On Representations of Even Integers as a Sum of Two Semiprimes

1. Introduction

Let $S_2=\{n\ge 2:n=pq\mathrm{with}p\le q\mathrm{primes}\}$. Consider the weighted representation function

$$R\left(N\right):=\sum _{\begin{array}{c}{s}_1+s_2=N\\ s_1,s_2\in S_2\end{array}}W\left(s_1\right)W\left(s_2\right),$$

(1)

where W is a nonnegative smooth weight localizing $s_i\asymp N$. The main result is an asymptotic of order N with a power saving in $logN$. The method uses the major/minor arc decomposition and a bilinear Bombieri–Vinogradov type estimate for semiprimes.

2. Statement of Results

Theorem 1. 

Let W be a smooth nonnegative bilinear weight supported on $uv\asymp N$ with $u\le v$, arising from a finite smooth dyadic partition of unity, and set $R\left(N\right)$ as in (1). There exist absolute constants $\delta >0$ and a multiplicative singular series $\mathfrak{S}\left(N\right)={\prod }_p{\sigma }_p\left(N\right)$ such that, for all sufficiently large even N,

$$R\left(N\right)=\mathfrak{S}\left(N\right)N+O\left({\displaystyle \frac{N}{{(logN)}^{1+\delta }}}\right).$$

Moreover, there exist constants $0<c_1\le c_2<\infty$ with $c_1\le \mathfrak{S}\left(N\right)\le c_2$ for all even N.

Corollary 1 

(Semiprime Goldbach for large even integers). For all sufficiently large even integers N, there exist semiprimes $s_1,s_2\in S_2$ with $s_1+s_2=N$.

Proof. 

Choose W to majorize the indicator on a fixed positive-proportion window (e.g. $W\ge 1$ on $[N/4,3N/4]$ and supported on $x\asymp N$). By Theorem 1, $R\left(N\right)=\mathfrak{S}\left(N\right)N+O\left(N{(logN)}^{-1-\delta }\right)$ with $\mathfrak{S}\left(N\right)$ bounded below by a positive constant along even N; hence $R\left(N\right)>0$ for N large, which forces the existence of a representation.    □

3. Circle Method Outline

Let $S\left(\alpha \right)={\sum }_{s\in S_2}W\left(s\right){\mathrm{e}}^{2\pi i\alpha s}$. Then

$$R\left(N\right)={\int }_0^{1}S{\left(\alpha \right)}^2{\mathrm{e}}^{-2\pi i\alpha N}d\alpha .$$

Major arcs are handled by a local main term plus an error; minor arcs are bounded via Gallagher’s lemma and a multiplicative large sieve adapted to the semiprime model. The required distribution up to $Q\le N^{\theta -\epsilon }$ with $\theta >1/2$ is supplied by the bilinear estimate below.

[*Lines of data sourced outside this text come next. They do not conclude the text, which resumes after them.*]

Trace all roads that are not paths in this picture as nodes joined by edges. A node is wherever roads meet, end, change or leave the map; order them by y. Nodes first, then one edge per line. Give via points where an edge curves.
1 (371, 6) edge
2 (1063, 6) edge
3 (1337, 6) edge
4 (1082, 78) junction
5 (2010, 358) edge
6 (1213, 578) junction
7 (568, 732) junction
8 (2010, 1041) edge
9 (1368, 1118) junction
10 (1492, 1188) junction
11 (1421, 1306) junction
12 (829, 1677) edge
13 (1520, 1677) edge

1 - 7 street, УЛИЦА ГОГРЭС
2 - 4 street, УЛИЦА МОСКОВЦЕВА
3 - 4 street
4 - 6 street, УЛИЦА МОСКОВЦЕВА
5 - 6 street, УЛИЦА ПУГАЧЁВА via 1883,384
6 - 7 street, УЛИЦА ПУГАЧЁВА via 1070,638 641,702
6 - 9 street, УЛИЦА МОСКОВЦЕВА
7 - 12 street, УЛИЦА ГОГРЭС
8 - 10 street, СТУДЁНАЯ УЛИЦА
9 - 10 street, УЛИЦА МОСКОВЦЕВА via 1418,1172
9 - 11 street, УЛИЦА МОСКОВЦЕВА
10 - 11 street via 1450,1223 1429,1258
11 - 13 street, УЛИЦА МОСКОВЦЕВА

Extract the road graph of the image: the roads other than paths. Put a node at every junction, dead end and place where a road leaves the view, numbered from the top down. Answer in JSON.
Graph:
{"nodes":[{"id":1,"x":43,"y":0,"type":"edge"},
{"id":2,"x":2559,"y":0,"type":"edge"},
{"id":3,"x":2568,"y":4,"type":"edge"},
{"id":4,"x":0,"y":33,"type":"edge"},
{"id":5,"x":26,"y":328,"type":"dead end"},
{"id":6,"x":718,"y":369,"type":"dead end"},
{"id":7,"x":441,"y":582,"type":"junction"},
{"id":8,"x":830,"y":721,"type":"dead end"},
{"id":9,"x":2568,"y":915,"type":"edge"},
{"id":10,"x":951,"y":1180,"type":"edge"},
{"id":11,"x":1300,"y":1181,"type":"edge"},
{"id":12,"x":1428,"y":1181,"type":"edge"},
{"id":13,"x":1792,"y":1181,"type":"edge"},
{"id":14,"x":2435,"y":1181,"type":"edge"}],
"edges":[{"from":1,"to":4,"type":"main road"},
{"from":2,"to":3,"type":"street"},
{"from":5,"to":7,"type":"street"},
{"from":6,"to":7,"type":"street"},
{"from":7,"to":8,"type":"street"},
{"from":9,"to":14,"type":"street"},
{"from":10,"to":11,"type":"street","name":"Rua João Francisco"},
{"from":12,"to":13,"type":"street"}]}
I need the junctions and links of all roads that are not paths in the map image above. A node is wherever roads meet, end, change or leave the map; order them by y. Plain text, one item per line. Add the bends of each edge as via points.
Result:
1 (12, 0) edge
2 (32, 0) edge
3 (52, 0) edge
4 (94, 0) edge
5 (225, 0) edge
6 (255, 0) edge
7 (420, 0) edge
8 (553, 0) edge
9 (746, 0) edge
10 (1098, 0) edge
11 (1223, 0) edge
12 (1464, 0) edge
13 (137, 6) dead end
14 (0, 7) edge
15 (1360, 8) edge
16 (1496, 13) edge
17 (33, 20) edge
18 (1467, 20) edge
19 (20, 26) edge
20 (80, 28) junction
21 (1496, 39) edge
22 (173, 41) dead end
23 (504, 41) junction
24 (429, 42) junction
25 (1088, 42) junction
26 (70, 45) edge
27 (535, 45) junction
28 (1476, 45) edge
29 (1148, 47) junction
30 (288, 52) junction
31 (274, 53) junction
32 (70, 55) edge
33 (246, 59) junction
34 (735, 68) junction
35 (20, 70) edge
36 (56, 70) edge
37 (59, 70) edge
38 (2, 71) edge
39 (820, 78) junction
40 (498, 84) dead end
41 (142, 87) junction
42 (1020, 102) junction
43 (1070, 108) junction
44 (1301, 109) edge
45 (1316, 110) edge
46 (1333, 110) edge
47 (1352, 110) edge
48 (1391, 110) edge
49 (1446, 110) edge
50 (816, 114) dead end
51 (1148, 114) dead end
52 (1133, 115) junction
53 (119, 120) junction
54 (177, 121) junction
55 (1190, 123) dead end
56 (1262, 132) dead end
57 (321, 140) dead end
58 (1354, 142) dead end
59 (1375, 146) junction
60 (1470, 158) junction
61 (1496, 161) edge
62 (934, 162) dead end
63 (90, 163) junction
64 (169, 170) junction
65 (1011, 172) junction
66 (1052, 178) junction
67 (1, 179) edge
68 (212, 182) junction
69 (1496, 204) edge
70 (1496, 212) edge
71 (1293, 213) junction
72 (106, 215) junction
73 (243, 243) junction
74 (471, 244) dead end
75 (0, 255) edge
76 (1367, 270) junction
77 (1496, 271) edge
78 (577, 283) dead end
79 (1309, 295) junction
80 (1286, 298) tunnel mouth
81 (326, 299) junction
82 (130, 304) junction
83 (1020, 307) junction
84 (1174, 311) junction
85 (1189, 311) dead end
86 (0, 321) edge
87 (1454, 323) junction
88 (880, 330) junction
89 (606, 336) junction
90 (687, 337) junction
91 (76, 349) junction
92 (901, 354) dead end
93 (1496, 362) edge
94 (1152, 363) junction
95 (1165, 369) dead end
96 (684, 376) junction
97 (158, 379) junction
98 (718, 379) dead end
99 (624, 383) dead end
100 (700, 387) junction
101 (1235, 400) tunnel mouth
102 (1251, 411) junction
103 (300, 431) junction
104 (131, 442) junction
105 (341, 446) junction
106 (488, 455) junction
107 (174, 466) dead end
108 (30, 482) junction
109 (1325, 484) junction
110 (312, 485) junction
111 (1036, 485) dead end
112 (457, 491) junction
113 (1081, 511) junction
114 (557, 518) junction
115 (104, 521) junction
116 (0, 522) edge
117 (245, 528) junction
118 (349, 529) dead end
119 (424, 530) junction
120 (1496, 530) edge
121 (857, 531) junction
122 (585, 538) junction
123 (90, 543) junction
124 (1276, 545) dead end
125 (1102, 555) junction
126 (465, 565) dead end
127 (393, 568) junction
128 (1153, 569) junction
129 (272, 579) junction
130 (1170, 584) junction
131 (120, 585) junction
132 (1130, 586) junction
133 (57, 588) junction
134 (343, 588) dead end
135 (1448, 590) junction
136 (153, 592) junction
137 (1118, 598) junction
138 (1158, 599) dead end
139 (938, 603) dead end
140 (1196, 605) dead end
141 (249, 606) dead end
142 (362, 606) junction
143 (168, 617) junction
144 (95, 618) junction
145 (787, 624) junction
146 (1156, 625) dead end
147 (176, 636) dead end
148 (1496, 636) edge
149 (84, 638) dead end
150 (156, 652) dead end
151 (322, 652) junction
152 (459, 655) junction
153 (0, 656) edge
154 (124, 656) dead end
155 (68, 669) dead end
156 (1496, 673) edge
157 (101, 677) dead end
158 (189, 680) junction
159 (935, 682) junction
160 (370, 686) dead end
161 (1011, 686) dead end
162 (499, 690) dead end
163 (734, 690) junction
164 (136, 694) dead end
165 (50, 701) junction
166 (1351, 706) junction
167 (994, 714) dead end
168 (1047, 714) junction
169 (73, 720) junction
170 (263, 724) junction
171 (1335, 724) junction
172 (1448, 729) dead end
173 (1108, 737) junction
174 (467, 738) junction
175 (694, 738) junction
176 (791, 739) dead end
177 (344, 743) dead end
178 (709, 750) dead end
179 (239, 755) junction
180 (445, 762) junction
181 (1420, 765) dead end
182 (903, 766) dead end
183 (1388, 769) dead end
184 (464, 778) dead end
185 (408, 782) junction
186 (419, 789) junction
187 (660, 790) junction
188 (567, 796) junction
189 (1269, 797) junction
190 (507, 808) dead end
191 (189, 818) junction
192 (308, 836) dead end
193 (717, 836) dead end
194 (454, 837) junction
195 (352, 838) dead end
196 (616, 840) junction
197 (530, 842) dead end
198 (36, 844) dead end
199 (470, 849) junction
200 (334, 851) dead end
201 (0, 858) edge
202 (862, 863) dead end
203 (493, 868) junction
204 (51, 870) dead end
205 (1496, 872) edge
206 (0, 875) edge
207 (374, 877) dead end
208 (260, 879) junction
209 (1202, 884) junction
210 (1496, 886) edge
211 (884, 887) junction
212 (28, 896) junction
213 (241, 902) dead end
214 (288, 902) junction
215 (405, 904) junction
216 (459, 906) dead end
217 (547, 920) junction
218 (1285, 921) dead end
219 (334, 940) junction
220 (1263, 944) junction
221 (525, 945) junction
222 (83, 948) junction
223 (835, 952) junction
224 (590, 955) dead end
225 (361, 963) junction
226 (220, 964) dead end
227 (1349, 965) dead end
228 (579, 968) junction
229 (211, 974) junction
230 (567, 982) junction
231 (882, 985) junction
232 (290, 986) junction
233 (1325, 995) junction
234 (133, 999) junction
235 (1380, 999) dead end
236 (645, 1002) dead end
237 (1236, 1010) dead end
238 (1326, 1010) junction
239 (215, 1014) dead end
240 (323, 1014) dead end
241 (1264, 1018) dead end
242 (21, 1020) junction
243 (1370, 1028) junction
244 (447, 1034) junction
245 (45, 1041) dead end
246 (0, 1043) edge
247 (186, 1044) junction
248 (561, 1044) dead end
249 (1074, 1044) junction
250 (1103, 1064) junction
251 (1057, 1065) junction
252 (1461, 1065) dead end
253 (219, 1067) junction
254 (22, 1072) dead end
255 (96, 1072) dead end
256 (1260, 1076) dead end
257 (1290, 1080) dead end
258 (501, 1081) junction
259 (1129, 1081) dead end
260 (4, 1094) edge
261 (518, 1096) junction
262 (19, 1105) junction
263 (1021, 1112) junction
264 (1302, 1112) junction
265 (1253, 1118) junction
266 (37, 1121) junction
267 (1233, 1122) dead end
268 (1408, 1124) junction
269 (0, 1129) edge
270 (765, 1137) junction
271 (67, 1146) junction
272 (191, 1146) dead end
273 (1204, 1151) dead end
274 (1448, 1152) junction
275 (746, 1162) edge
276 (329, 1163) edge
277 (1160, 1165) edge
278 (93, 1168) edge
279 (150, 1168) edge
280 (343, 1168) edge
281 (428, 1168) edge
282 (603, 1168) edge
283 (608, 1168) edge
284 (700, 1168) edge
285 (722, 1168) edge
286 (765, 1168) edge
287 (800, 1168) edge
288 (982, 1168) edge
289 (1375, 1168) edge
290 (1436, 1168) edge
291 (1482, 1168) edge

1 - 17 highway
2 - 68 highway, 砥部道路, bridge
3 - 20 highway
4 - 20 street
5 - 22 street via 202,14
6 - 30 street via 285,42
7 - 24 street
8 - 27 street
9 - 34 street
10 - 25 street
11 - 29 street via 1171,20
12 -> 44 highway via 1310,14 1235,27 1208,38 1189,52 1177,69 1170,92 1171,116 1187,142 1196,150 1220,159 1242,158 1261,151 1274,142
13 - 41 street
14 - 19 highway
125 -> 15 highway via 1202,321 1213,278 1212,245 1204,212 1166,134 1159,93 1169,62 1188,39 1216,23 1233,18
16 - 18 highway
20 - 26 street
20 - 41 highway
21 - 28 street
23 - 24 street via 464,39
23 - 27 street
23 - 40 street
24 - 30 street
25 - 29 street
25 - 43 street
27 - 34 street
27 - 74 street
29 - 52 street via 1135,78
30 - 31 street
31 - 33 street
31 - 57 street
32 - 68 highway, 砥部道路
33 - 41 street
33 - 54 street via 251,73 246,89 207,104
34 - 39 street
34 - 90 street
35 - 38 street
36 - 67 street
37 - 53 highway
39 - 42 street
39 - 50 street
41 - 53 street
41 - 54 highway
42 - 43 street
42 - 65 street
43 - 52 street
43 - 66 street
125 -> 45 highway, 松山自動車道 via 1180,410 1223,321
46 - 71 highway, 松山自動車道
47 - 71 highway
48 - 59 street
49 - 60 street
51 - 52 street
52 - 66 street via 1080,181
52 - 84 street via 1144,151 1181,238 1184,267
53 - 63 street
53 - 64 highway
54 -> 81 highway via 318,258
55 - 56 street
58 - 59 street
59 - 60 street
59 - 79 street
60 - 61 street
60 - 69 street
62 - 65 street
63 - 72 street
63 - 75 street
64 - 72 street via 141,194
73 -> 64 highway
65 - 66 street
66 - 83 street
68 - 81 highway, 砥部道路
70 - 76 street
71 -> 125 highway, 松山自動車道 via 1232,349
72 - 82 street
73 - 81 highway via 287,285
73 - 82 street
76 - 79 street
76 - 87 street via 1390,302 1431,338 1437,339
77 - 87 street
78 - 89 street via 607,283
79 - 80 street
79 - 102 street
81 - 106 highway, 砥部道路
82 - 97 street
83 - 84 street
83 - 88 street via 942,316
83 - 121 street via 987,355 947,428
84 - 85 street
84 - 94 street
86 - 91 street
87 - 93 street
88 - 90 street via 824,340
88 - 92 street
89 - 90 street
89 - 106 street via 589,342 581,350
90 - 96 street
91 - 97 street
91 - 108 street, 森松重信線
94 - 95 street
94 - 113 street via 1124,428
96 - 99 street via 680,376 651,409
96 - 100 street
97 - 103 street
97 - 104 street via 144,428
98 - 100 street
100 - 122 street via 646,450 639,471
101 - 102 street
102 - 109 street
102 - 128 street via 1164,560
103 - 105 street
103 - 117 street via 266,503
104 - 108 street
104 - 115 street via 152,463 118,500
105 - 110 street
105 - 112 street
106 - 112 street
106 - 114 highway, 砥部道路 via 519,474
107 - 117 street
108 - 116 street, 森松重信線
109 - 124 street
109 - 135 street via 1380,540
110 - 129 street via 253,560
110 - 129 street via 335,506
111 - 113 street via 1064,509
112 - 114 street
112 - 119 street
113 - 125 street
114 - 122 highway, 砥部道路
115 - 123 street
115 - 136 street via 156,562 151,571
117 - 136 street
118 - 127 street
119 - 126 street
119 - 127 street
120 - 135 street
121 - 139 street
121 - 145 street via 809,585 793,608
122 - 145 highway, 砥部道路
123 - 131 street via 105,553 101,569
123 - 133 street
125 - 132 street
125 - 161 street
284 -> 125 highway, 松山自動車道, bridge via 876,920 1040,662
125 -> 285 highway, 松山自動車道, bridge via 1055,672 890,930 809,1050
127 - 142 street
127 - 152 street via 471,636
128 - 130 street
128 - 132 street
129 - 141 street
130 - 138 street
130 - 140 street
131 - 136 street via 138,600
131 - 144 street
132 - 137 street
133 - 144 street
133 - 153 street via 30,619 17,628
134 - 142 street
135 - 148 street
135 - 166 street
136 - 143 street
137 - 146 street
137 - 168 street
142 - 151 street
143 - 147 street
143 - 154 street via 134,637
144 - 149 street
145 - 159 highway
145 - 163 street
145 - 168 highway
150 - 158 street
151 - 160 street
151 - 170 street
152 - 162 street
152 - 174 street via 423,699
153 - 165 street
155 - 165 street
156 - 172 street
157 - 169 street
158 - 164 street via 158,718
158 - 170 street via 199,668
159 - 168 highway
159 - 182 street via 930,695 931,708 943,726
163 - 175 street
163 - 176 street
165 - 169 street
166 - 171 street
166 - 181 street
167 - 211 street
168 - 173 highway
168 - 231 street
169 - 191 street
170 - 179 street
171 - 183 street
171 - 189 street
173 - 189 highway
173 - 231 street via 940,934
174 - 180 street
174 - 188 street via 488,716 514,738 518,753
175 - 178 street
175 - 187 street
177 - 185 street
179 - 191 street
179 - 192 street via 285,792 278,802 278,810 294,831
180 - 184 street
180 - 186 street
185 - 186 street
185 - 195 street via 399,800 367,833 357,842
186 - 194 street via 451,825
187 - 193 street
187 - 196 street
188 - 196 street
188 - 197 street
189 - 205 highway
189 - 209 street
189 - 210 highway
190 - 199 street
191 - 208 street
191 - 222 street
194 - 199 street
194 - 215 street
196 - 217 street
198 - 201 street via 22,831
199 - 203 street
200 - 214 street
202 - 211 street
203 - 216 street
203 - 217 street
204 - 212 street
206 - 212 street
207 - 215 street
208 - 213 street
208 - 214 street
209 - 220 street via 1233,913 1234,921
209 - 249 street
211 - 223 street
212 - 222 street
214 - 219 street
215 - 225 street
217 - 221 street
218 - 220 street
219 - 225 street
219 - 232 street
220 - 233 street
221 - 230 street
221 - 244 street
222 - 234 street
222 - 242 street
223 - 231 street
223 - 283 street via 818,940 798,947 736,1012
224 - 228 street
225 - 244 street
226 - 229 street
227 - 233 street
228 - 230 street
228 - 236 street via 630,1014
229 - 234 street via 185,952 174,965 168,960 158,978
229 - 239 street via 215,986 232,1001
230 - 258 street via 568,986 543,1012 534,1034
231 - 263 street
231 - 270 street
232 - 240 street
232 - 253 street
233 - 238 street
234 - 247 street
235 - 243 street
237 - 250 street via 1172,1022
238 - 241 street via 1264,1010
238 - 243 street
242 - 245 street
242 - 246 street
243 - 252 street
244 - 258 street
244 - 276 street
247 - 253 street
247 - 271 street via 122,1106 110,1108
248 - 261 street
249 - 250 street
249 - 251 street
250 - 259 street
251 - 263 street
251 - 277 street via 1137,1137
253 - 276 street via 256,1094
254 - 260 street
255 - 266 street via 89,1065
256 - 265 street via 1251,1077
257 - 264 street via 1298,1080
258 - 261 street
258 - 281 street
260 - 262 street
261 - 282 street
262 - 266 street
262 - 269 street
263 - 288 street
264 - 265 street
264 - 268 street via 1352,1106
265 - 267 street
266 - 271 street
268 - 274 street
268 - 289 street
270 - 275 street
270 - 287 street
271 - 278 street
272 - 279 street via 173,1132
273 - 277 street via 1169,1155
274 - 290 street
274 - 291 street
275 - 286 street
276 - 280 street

4. A Bilinear Bombieri–Vinogradov Input

Let X be large and $U,V$ be dyadic with $UV\asymp X$, $U\le V$. Let $\varpi (u,v)$ be a smooth nonnegative cutoff supported on $u\asymp U$, $v\asymp V$, with derivatives bounded up to a fixed order, and let $a_u,b_v$ be bounded coefficients modeling prime-like weights.

Proposition 1. 

There exists $\theta >1/2$ and $\eta >0$ such that, uniformly for $Q\le X^{\theta -\epsilon }$,

$$\sum _{q\le Q}\underset{(a,q)=1}{max}\left|\sum _{\begin{array}{c}u,v\ge 1\\ uv\equiv a\left(\mathrm{mod}q\right)\end{array}}\varpi (u,v)a_u{b}_v-{\displaystyle \frac{1}{\phi \left(q\right)}}\sum _{\begin{array}{c}u,v\ge 1\\ (uv,q)=1\end{array}}\varpi (u,v)a_u{b}_v\right|{\ll }_{\epsilon ,\varpi }X{(logX)}^{-1-\eta }.$$

Remark 1. 

The estimate follows from the dispersion method and the multiplicative large sieve in standard bilinear forms.

5. Finite Verification (Computational Note)

A numerical check (unweighted) indicates that the only even integers $N\le {10}^6$ that are not a sum of two semiprimes are $2,4,6,22$. In particular, every even $N\ge 24$ up to ${10}^6$ admits a representation, consistent with Theorem 1. A standalone Python script is provided in Appendix A to reproduce and extend this verification.